Computer 1112 also includes removable/non-removable, volatile/non-volatile computer storage media.
The computer 1112 also includes one or more interface components 1126 that are communicatively coupled to the bus 1118 and facilitate interaction with the computer 1112. By way of example, the interface component 1126 can be a port (e.g., serial, parallel, PCMCIA, USB, FireWire . . . ) or an interface card (e.g., sound, video, network . . . ) or the like. The interface component 1126 can receive input and provide output (wired or wirelessly). For instance, input can be received from devices including but not limited to, a pointing device such as a mouse, trackball, stylus, touch pad, keyboard, microphone, joystick, game pad, satellite dish, scanner, camera, other computer, and the like. Output can also be supplied by the computer 1112 to output device(s) via interface component 1126. Output devices can include displays (e.g., CRT, LCD, plasma . . . ), speakers, printers and other computers, among other things.

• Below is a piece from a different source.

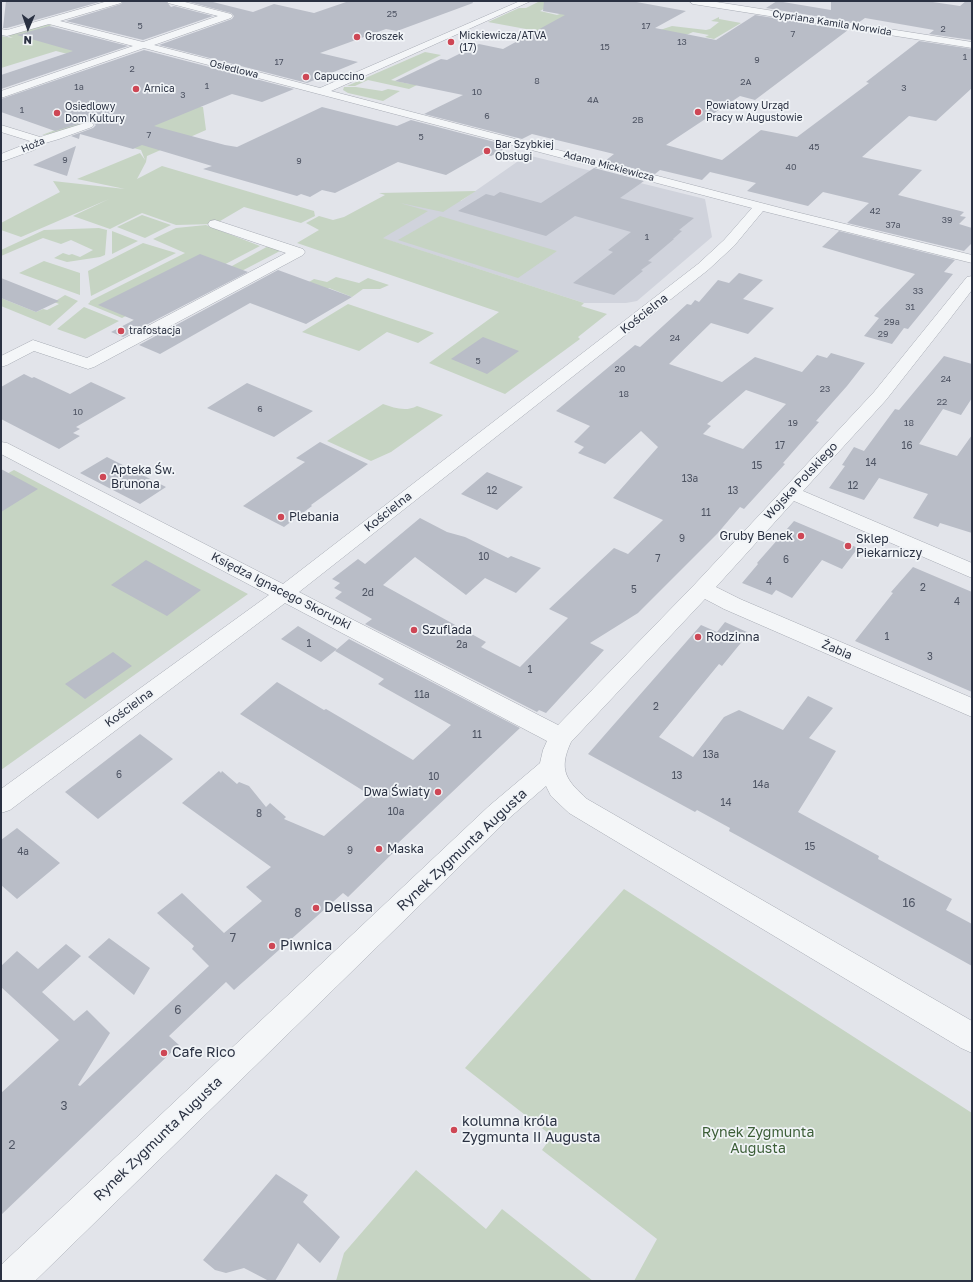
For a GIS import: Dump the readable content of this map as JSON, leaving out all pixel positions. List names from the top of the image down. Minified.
{"streets":{"street":["Cypriana Kamila Norwida","Osiedlowa","Hoża","Adama Mickiewicza","Kościelna","Wojska Polskiego","Księdza Ignacego Skorupki","Żabia","Rynek Zygmunta Augusta"]},"crossings":[["Osiedlowa","Adama Mickiewicza"],["Adama Mickiewicza","Kościelna"],["Kościelna","Księdza Ignacego Skorupki"],["Wojska Polskiego","Księdza Ignacego Skorupki"],["Wojska Polskiego","Żabia"],["Wojska Polskiego","Rynek Zygmunta Augusta"]],"parks":["Rynek Zygmunta Augusta"],"places":["Groszek","Mickiewicza/ATVA (17)","Capuccino","Arnica","Powiatowy Urząd Pracy w Augustowie","Osiedlowy Dom Kultury","Bar Szybkiej Obsługi","trafostacja","Apteka Św. Brunona","Plebania","Gruby Benek","Sklep Piekarniczy","Szuflada","Rodzinna","Dwa Światy","Maska","Delissa","Piwnica","Cafe Rico","kolumna króla Zygmunta II Augusta"],"house_numbers":["25","5","17","2","7","13","15","1","9","17","2","8","2A","1","1a","3","10","3","4A","1","6","2B","7","5","45","9","9","40","42","39","37a","1","33","31","29a","29","24","5","20","24","23","18","22","6","10","19","18","17","16","14","15","13a","12","12","13","11","9","10","7","6","4","2","5","2d","4","1","1","2a","3","1","11a","2","11","13a","6","13","10","14a","14","10a","8","15","9","4a","16","8","7","6","3","2"],"north":"bottom"}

The system 1200 includes a communication framework 1250 that can be employed to facilitate communications between the client(s) 1210 and the server(s) 1230. The client(s) 1210 are operatively connected to one or more client data store(s) 1260 that can be employed to store information local to the client(s) 1210. Similarly, the server(s) 1230 are operatively connected to one or more server data store(s) 1240 that can be employed to store information local to the servers 1230.
Client/server interactions can be utilized with respect with respect to various aspects of the claimed subject matter. By way of example and not limitation various expression tree producers and/or consumers can implemented as services. For instance, code can be developed on a client 1210 and transferred to a server 1230 across communication framework 1250 for generation of an expression tree as described herein for return directly to the client 1210 or transmission to another service for subsequent processing (e.g., reduction, annotation . . . ).
What has been described above includes examples of aspects of the claimed subject matter. It is, of course, not possible to describe every conceivable combination of components or methodologies for purposes of describing the claimed subject matter, but one of ordinary skill in the art may recognize that many further combinations and permutations of the disclosed subject matter are possible. Accordingly, the disclosed subject matter is intended to embrace all such alterations, modifications, and variations that fall within the spirit and scope of the appended claims. Furthermore, to the extent that the terms “includes,” “contains,” “has,” “having” or variations in form thereof are used in either the detailed description or the claims, such terms are intended to be inclusive in a manner similar to the term “comprising” as “comprising” is interpreted when employed as a transitional word in a claim.